A few weeks ago, my housemate and her friends dragged me to an all night party at a club in Aoyama. The cover was pretty hefty and two of the girls in our group didn't have ID's. Despite that no one in all of Japan cares about the drinking age and that the girls looked well over 20, they still wouldn't let us in. While we were considering what to do, a young asian guy popped his head out of the club, whispered some secret asian talk to the bouncer and ticket guy, and a minute later we were all inside. Completely confused about what was going on, I just smiled and nodded as we were hustled in.
While waiting for the rest of the crowd, Jinki, the guy in question, looked to my friend and said in Japanese, "you have a gaijin." Typical, I thought. The word isn't all that polite and its usage reflects the huge split between natives and foreigners.

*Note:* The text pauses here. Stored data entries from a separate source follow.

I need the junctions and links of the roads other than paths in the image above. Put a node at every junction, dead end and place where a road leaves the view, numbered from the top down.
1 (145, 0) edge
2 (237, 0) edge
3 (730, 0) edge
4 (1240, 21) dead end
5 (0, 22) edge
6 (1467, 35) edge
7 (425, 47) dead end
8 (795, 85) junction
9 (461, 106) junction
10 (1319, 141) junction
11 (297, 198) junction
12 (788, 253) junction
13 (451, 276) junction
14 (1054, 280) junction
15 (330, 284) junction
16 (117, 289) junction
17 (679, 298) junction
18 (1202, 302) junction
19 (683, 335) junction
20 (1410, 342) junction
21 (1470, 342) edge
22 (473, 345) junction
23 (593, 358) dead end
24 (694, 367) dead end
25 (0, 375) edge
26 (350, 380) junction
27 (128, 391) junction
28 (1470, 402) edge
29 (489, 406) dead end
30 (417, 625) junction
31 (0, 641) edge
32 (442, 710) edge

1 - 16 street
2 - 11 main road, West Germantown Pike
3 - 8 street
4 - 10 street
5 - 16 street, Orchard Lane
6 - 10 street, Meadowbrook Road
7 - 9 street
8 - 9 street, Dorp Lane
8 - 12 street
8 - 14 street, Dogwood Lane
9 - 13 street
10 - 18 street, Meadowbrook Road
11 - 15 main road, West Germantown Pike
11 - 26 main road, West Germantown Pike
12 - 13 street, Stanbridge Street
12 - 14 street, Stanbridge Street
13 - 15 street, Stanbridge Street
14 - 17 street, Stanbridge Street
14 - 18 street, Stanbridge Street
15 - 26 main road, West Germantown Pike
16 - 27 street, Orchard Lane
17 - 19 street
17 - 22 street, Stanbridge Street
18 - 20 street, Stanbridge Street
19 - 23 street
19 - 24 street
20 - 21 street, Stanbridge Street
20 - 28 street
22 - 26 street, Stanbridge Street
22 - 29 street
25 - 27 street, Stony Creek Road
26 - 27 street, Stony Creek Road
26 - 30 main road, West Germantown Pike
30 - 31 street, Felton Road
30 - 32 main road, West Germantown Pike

He then pointed to himself. "I'm gaijin too."
I've liked him ever since.
Jinki is Taiwanese but grew up living between Japan and Taiwan. He is a very cool guy and quite a socialite. Even though we have no common background whatsoever, the fact that both of us are treated like foreigners here in an odd way makes us compatriots.
Jinki pulled the same joke again tonight. We were at a bar in Ikebukuro with some Japanese friends. Two girls came over and sat down. He introduced me as "Mr. Gaijin," and then pointed to himself. "I'm Mr. Gaijin." The girls had a laugh figuring out what flavor of asian he is.